Data for processing:
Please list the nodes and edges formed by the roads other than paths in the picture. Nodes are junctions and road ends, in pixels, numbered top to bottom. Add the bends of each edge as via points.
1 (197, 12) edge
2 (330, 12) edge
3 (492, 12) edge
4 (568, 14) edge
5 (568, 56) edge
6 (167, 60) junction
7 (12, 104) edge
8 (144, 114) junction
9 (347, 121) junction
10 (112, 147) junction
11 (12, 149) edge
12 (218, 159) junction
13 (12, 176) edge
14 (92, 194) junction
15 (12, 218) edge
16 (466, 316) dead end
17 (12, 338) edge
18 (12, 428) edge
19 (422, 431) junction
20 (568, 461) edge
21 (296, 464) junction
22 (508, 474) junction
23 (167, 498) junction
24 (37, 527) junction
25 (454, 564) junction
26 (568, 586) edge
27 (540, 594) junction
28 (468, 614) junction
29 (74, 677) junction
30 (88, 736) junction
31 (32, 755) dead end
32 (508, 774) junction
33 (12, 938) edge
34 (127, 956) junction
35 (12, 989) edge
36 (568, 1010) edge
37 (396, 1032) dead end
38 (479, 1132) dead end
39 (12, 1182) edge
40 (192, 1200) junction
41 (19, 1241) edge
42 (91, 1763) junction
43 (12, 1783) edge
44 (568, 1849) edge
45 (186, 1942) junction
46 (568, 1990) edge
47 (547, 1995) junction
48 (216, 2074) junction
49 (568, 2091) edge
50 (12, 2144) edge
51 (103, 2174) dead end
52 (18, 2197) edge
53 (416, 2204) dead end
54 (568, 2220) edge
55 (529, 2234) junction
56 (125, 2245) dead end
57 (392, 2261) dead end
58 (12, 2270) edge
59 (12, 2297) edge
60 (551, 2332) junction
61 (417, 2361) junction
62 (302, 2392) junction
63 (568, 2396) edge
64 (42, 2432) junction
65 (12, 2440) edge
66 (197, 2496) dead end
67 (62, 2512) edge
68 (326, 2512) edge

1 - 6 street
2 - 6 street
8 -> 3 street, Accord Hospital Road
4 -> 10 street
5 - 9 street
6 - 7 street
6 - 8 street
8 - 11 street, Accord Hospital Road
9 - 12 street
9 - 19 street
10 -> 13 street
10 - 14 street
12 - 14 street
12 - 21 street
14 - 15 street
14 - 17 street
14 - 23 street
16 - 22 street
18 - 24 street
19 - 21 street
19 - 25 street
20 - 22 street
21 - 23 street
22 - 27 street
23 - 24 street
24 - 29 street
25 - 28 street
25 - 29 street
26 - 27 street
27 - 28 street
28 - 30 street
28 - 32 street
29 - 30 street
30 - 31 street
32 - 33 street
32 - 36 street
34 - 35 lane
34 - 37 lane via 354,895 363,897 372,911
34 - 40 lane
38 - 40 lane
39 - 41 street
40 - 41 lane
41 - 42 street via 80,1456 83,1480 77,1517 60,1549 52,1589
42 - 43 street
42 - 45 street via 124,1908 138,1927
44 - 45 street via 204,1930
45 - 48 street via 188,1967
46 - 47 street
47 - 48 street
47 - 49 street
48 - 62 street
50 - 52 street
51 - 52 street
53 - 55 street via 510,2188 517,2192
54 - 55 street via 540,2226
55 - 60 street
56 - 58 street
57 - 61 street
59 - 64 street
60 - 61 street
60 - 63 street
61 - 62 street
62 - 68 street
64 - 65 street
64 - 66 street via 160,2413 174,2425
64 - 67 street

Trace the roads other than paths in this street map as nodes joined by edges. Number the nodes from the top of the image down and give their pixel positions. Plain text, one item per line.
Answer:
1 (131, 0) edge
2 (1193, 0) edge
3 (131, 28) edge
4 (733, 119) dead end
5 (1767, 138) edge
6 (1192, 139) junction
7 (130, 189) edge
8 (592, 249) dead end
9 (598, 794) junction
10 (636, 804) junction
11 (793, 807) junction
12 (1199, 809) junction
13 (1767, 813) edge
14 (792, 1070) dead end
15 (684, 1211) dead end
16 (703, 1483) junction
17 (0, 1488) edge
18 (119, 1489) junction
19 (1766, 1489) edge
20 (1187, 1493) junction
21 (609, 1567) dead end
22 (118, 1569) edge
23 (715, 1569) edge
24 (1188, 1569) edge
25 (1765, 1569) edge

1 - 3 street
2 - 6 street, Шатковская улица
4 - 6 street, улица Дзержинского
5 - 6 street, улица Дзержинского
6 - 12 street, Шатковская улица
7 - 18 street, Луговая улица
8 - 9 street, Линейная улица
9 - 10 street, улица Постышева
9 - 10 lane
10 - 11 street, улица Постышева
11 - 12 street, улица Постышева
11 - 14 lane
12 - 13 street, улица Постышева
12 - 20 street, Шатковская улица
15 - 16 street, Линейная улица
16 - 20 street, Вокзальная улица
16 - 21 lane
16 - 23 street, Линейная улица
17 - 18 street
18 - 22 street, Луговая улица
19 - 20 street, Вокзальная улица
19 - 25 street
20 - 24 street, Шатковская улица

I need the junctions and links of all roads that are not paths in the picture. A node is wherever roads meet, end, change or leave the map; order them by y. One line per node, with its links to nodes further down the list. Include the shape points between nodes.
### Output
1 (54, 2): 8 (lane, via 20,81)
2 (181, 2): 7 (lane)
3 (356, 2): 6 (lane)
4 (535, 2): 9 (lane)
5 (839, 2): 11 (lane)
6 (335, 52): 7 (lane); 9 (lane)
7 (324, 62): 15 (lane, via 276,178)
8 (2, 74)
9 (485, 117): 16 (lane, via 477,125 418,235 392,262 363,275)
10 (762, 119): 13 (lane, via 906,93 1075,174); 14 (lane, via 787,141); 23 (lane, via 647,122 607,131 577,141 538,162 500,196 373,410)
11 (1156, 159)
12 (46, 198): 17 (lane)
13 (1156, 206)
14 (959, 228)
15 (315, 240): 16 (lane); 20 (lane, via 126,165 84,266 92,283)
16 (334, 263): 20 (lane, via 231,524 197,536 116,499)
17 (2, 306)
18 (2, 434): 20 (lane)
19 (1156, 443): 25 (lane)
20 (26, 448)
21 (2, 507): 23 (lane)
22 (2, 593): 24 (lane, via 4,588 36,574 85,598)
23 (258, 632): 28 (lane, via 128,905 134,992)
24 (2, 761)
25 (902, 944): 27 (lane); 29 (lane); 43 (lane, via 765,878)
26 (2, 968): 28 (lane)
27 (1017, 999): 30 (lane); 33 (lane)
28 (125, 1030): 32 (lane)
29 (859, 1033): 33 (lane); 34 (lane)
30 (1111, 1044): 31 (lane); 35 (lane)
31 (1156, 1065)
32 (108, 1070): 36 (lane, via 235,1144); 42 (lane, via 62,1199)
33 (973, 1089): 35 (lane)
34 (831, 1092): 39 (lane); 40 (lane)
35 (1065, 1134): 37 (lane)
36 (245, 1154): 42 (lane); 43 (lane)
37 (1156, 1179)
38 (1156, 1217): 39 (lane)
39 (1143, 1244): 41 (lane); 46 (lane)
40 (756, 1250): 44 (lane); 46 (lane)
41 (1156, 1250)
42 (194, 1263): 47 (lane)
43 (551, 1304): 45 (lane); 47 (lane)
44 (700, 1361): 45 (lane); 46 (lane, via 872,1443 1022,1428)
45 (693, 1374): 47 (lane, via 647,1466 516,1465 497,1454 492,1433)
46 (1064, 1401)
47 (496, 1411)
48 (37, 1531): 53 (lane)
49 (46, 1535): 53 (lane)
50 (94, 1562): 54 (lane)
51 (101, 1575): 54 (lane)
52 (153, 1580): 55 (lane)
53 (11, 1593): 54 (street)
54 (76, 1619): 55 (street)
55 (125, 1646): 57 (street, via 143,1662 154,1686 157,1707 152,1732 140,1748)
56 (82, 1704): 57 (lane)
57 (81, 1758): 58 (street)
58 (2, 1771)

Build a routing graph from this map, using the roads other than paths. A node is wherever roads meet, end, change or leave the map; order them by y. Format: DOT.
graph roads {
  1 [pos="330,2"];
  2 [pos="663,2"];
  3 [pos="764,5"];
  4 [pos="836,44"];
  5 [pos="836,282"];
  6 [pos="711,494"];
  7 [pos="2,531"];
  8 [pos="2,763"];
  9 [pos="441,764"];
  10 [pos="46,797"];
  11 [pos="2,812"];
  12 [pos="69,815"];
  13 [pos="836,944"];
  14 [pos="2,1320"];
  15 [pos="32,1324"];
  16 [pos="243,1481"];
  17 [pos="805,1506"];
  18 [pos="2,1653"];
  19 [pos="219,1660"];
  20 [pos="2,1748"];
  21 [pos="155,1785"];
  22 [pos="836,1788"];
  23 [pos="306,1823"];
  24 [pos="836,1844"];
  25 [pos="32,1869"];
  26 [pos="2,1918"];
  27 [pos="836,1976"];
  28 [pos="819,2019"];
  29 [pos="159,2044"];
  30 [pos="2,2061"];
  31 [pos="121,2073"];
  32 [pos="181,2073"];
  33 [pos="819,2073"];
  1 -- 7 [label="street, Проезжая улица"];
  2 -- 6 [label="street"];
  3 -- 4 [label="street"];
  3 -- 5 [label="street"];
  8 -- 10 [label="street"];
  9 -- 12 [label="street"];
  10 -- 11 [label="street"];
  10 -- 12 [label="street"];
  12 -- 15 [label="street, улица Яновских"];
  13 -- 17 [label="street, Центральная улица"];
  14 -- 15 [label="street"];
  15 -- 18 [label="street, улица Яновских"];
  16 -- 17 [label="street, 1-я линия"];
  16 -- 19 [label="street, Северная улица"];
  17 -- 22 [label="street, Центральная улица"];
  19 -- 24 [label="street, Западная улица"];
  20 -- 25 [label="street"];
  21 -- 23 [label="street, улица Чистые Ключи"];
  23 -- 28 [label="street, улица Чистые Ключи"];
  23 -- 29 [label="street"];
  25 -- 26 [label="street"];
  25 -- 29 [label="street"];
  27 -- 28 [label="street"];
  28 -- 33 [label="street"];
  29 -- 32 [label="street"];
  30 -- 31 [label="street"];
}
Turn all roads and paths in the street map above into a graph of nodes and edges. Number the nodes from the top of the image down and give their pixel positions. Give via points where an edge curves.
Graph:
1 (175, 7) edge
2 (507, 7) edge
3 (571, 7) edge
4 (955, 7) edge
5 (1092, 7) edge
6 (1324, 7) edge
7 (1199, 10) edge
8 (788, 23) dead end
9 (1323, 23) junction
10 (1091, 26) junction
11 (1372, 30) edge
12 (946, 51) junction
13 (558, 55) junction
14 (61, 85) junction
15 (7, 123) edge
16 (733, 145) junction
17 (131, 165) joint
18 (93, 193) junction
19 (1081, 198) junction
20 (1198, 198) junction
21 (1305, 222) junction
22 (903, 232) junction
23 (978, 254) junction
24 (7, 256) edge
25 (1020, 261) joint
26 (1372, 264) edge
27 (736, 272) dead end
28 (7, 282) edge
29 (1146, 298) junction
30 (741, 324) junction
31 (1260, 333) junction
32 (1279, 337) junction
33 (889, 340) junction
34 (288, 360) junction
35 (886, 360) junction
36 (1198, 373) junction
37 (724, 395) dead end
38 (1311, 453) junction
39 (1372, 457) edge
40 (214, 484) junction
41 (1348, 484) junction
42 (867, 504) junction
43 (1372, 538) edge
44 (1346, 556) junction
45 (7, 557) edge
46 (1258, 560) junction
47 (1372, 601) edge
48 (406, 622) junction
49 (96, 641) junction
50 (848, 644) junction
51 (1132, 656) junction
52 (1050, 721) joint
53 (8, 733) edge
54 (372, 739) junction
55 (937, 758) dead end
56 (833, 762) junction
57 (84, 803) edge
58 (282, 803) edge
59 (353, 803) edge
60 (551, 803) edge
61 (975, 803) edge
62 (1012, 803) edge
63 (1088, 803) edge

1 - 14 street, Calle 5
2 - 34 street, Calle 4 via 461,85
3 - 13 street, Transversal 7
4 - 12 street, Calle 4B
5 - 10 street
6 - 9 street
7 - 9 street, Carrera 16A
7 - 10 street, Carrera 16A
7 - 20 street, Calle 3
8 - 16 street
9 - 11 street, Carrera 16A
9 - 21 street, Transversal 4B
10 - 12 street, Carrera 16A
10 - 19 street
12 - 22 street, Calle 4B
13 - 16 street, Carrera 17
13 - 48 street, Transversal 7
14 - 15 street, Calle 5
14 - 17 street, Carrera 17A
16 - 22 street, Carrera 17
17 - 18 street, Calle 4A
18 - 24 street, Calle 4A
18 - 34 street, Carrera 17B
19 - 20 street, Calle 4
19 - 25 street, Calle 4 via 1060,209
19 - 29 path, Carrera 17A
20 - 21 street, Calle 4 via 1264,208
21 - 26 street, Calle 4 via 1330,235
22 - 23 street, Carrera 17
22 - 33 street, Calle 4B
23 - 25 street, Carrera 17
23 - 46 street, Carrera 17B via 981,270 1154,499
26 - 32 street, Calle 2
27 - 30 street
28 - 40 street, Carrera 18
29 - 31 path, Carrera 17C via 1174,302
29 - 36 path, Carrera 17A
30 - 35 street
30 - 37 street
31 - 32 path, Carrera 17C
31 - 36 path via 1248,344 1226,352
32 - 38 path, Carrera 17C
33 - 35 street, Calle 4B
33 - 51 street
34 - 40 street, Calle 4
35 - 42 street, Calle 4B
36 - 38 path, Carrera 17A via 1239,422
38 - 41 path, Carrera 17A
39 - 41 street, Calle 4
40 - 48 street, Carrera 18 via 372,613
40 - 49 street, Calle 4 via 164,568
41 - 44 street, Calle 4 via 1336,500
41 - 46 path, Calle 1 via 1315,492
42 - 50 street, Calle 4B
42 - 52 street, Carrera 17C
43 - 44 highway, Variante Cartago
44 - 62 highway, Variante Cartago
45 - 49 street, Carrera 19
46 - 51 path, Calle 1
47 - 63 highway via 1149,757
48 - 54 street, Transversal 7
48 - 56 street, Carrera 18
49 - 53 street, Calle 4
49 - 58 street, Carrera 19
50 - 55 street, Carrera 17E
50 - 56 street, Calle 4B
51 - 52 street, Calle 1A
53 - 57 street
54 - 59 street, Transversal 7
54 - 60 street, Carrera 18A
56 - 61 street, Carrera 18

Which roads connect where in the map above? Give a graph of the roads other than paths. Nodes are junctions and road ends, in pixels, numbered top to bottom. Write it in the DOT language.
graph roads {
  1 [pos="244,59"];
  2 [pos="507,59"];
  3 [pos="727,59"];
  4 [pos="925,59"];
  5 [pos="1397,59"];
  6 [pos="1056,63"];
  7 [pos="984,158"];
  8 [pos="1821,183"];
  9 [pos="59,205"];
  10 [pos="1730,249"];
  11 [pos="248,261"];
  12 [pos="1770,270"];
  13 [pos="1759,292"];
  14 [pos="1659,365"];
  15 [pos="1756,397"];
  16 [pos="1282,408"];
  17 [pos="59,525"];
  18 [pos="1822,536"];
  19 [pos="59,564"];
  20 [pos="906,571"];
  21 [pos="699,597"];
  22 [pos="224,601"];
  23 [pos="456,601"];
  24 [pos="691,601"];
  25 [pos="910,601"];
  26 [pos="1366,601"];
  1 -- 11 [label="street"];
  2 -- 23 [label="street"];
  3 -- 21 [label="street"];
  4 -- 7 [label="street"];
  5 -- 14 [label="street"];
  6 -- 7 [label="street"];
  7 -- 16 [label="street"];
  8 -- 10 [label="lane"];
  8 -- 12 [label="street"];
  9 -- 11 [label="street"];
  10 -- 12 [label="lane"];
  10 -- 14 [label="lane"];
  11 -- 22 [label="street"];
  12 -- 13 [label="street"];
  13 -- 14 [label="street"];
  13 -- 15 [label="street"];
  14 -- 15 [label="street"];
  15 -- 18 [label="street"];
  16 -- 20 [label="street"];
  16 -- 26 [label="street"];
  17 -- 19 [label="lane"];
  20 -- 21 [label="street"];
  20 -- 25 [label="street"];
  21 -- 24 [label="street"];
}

What is being asked: Show all lines of the material in which the word "Луговая" can be found.

Result for this task:
7 - 18 street, Луговая улица
18 - 22 street, Луговая улица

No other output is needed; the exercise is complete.